■ **Activity**:
Pictures are to be dropped. Everything else in the listing gets copied exactly.

[[ Data for the task, beginning ]]

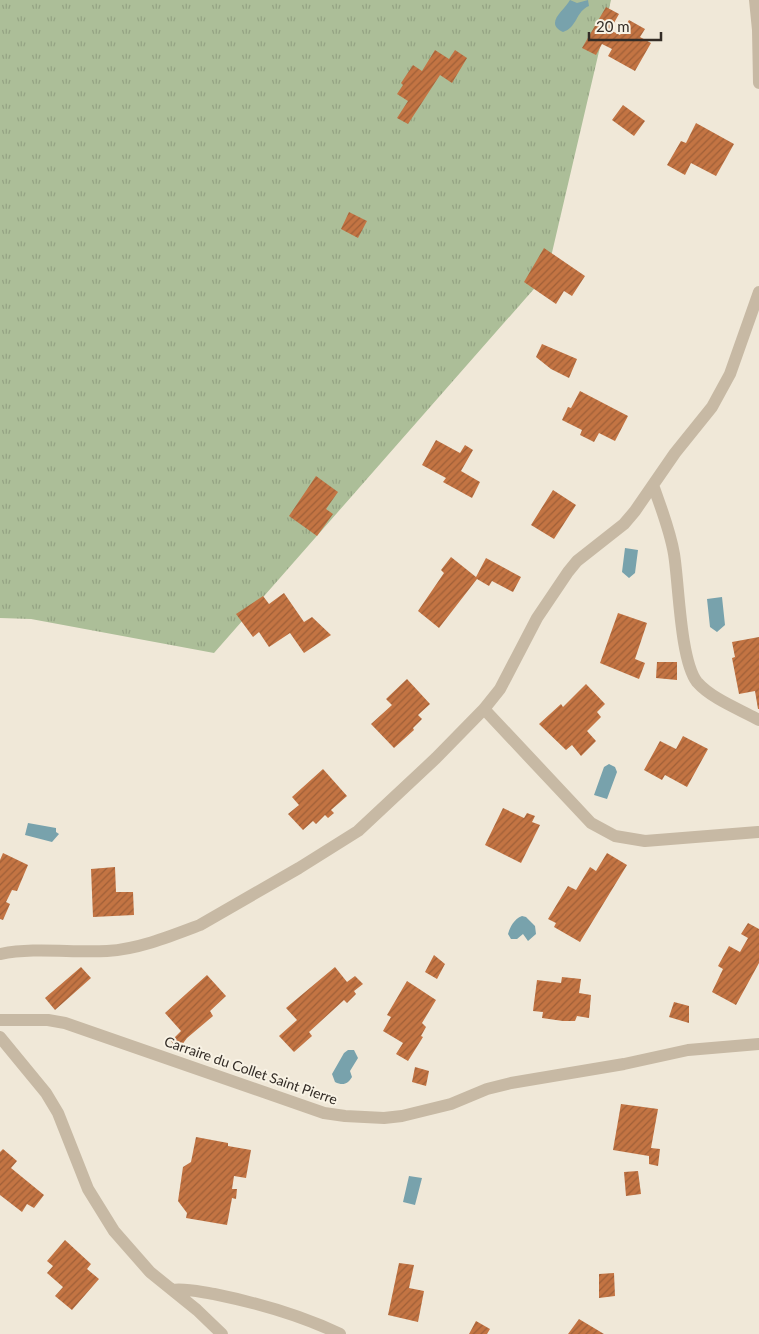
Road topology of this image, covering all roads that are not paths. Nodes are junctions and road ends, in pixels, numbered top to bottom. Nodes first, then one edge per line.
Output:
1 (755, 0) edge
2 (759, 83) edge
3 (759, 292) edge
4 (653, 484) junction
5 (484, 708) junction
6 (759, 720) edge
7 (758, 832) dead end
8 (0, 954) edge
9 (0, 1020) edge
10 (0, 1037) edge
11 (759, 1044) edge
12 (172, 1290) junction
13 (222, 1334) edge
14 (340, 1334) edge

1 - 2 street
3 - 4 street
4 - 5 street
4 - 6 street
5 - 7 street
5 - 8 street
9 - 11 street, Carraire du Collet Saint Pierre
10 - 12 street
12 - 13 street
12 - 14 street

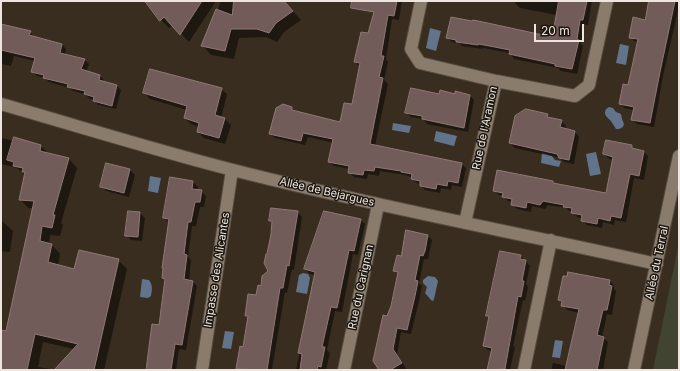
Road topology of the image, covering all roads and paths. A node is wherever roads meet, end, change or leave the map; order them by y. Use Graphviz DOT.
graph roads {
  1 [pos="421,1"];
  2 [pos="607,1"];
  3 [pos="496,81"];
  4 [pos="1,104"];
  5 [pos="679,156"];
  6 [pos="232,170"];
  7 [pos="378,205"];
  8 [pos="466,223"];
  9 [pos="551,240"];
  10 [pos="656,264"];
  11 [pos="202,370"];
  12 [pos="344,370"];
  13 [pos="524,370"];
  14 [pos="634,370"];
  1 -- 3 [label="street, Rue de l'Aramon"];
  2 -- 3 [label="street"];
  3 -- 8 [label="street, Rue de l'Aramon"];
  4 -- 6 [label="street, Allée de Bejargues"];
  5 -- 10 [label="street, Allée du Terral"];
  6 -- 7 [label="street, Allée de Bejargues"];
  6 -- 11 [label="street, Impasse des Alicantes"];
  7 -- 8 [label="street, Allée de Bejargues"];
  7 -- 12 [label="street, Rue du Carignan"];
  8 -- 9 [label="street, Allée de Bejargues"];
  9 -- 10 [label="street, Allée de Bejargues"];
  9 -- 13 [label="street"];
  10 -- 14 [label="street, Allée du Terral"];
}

[[ Data for the task, end ]]

■ **Answer for the task**:
Road topology of this image, covering all roads that are not paths. Nodes are junctions and road ends, in pixels, numbered top to bottom. Nodes first, then one edge per line.
Output:
1 (755, 0) edge
2 (759, 83) edge
3 (759, 292) edge
4 (653, 484) junction
5 (484, 708) junction
6 (759, 720) edge
7 (758, 832) dead end
8 (0, 954) edge
9 (0, 1020) edge
10 (0, 1037) edge
11 (759, 1044) edge
12 (172, 1290) junction
13 (222, 1334) edge
14 (340, 1334) edge

1 - 2 street
3 - 4 street
4 - 5 street
4 - 6 street
5 - 7 street
5 - 8 street
9 - 11 street, Carraire du Collet Saint Pierre
10 - 12 street
12 - 13 street
12 - 14 street

Road topology of the image, covering all roads and paths. A node is wherever roads meet, end, change or leave the map; order them by y. Use Graphviz DOT.
graph roads {
  1 [pos="421,1"];
  2 [pos="607,1"];
  3 [pos="496,81"];
  4 [pos="1,104"];
  5 [pos="679,156"];
  6 [pos="232,170"];
  7 [pos="378,205"];
  8 [pos="466,223"];
  9 [pos="551,240"];
  10 [pos="656,264"];
  11 [pos="202,370"];
  12 [pos="344,370"];
  13 [pos="524,370"];
  14 [pos="634,370"];
  1 -- 3 [label="street, Rue de l'Aramon"];
  2 -- 3 [label="street"];
  3 -- 8 [label="street, Rue de l'Aramon"];
  4 -- 6 [label="street, Allée de Bejargues"];
  5 -- 10 [label="street, Allée du Terral"];
  6 -- 7 [label="street, Allée de Bejargues"];
  6 -- 11 [label="street, Impasse des Alicantes"];
  7 -- 8 [label="street, Allée de Bejargues"];
  7 -- 12 [label="street, Rue du Carignan"];
  8 -- 9 [label="street, Allée de Bejargues"];
  9 -- 10 [label="street, Allée de Bejargues"];
  9 -- 13 [label="street"];
  10 -- 14 [label="street, Allée du Terral"];
}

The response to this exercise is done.